TASK STATEMENT => The pictures get left out, but everything else in the listing below must be duplicated exactly.
***** INFORMATION *****
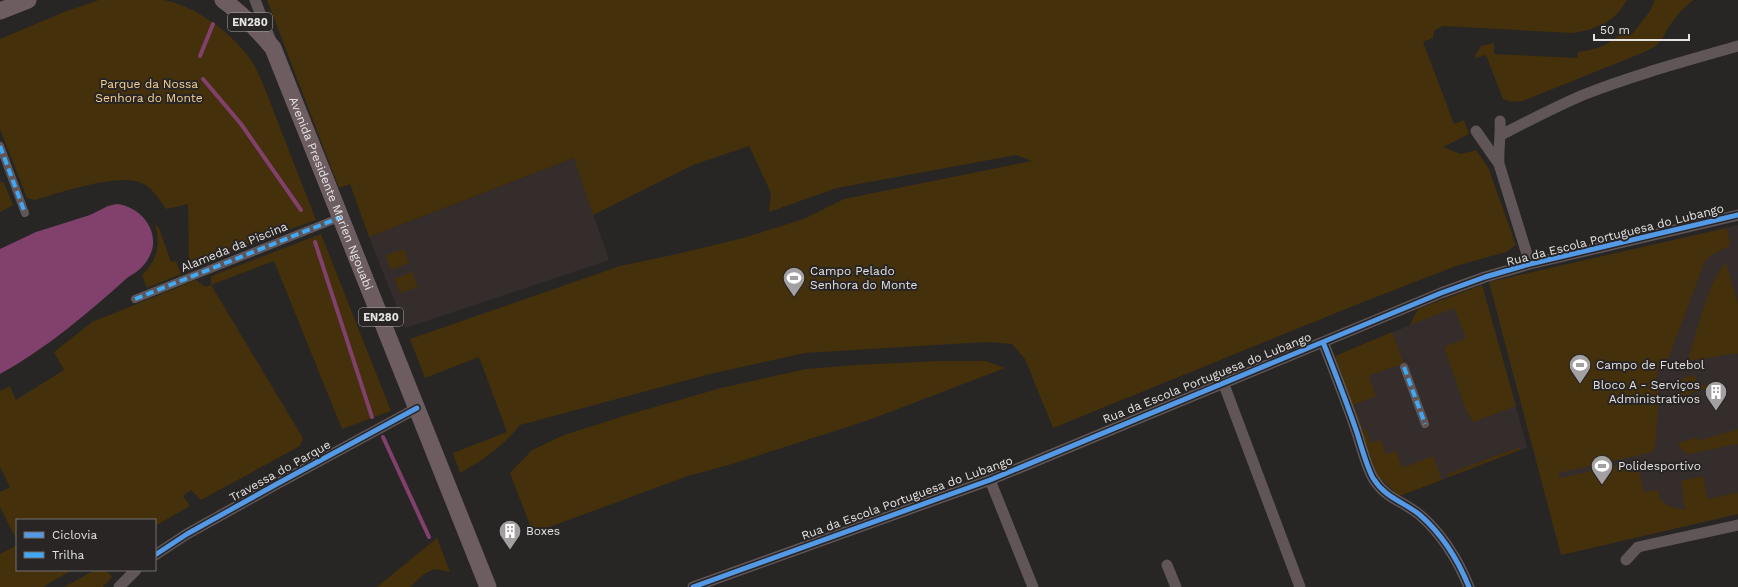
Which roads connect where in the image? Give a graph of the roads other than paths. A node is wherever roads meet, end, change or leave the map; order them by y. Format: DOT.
graph roads {
  1 [pos="28,0"];
  2 [pos="223,0"];
  3 [pos="255,0"];
  4 [pos="0,11"];
  5 [pos="1738,46"];
  6 [pos="273,48"];
  7 [pos="1500,121"];
  8 [pos="1476,131"];
  9 [pos="1501,135"];
  10 [pos="0,146"];
  11 [pos="1499,164"];
  12 [pos="25,213"];
  13 [pos="1738,216"];
  14 [pos="341,218"];
  15 [pos="1530,264"];
  16 [pos="135,299"];
  17 [pos="1323,342"];
  18 [pos="1404,368"];
  19 [pos="1223,382"];
  20 [pos="417,408"];
  21 [pos="1425,424"];
  22 [pos="990,480"];
  23 [pos="1738,525"];
  24 [pos="156,554"];
  25 [pos="1626,560"];
  26 [pos="1167,565"];
  27 [pos="135,571"];
  28 [pos="119,587"];
  29 [pos="488,587"];
  30 [pos="693,587"];
  31 [pos="1034,587"];
  32 [pos="1176,587"];
  33 [pos="1300,587"];
  34 [pos="1470,587"];
  1 -- 4 [label="main road"];
  2 -- 6 [label="main road, EN280"];
  3 -- 6 [label="street, Avenida Presidente Marien Ngouabi"];
  5 -- 9 [label="street"];
  6 -- 14 [label="main road, Avenida Presidente Marien Ngouabi / EN280"];
  7 -- 9 [label="street"];
  8 -- 11 [label="street"];
  9 -- 11 [label="street"];
  10 -- 12 [label="street"];
  11 -- 15 [label="street"];
  13 -- 15 [label="street, Rua da Escola Portuguesa do Lubango"];
  14 -- 16 [label="street, Alameda da Piscina"];
  14 -- 20 [label="main road, Avenida Presidente Marien Ngouabi / EN280"];
  15 -- 17 [label="street, Rua da Escola Portuguesa do Lubango"];
  17 -- 19 [label="street, Rua da Escola Portuguesa do Lubango"];
  17 -- 34 [label="street"];
  18 -- 21 [label="street"];
  19 -- 22 [label="street, Rua da Escola Portuguesa do Lubango"];
  19 -- 33 [label="street"];
  20 -- 24 [label="street, Travessa do Parque"];
  20 -- 29 [label="main road, Avenida Presidente Marien Ngouabi / EN280"];
  22 -- 30 [label="street, Rua da Escola Portuguesa do Lubango"];
  22 -- 31 [label="street"];
  23 -- 25 [label="street"];
  26 -- 32 [label="street"];
  27 -- 28 [label="street"];
}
*****
RESULT OF THE TASK =>
Which roads connect where in the image? Give a graph of the roads other than paths. A node is wherever roads meet, end, change or leave the map; order them by y. Format: DOT.
graph roads {
  1 [pos="28,0"];
  2 [pos="223,0"];
  3 [pos="255,0"];
  4 [pos="0,11"];
  5 [pos="1738,46"];
  6 [pos="273,48"];
  7 [pos="1500,121"];
  8 [pos="1476,131"];
  9 [pos="1501,135"];
  10 [pos="0,146"];
  11 [pos="1499,164"];
  12 [pos="25,213"];
  13 [pos="1738,216"];
  14 [pos="341,218"];
  15 [pos="1530,264"];
  16 [pos="135,299"];
  17 [pos="1323,342"];
  18 [pos="1404,368"];
  19 [pos="1223,382"];
  20 [pos="417,408"];
  21 [pos="1425,424"];
  22 [pos="990,480"];
  23 [pos="1738,525"];
  24 [pos="156,554"];
  25 [pos="1626,560"];
  26 [pos="1167,565"];
  27 [pos="135,571"];
  28 [pos="119,587"];
  29 [pos="488,587"];
  30 [pos="693,587"];
  31 [pos="1034,587"];
  32 [pos="1176,587"];
  33 [pos="1300,587"];
  34 [pos="1470,587"];
  1 -- 4 [label="main road"];
  2 -- 6 [label="main road, EN280"];
  3 -- 6 [label="street, Avenida Presidente Marien Ngouabi"];
  5 -- 9 [label="street"];
  6 -- 14 [label="main road, Avenida Presidente Marien Ngouabi / EN280"];
  7 -- 9 [label="street"];
  8 -- 11 [label="street"];
  9 -- 11 [label="street"];
  10 -- 12 [label="street"];
  11 -- 15 [label="street"];
  13 -- 15 [label="street, Rua da Escola Portuguesa do Lubango"];
  14 -- 16 [label="street, Alameda da Piscina"];
  14 -- 20 [label="main road, Avenida Presidente Marien Ngouabi / EN280"];
  15 -- 17 [label="street, Rua da Escola Portuguesa do Lubango"];
  17 -- 19 [label="street, Rua da Escola Portuguesa do Lubango"];
  17 -- 34 [label="street"];
  18 -- 21 [label="street"];
  19 -- 22 [label="street, Rua da Escola Portuguesa do Lubango"];
  19 -- 33 [label="street"];
  20 -- 24 [label="street, Travessa do Parque"];
  20 -- 29 [label="main road, Avenida Presidente Marien Ngouabi / EN280"];
  22 -- 30 [label="street, Rua da Escola Portuguesa do Lubango"];
  22 -- 31 [label="street"];
  23 -- 25 [label="street"];
  26 -- 32 [label="street"];
  27 -- 28 [label="street"];
}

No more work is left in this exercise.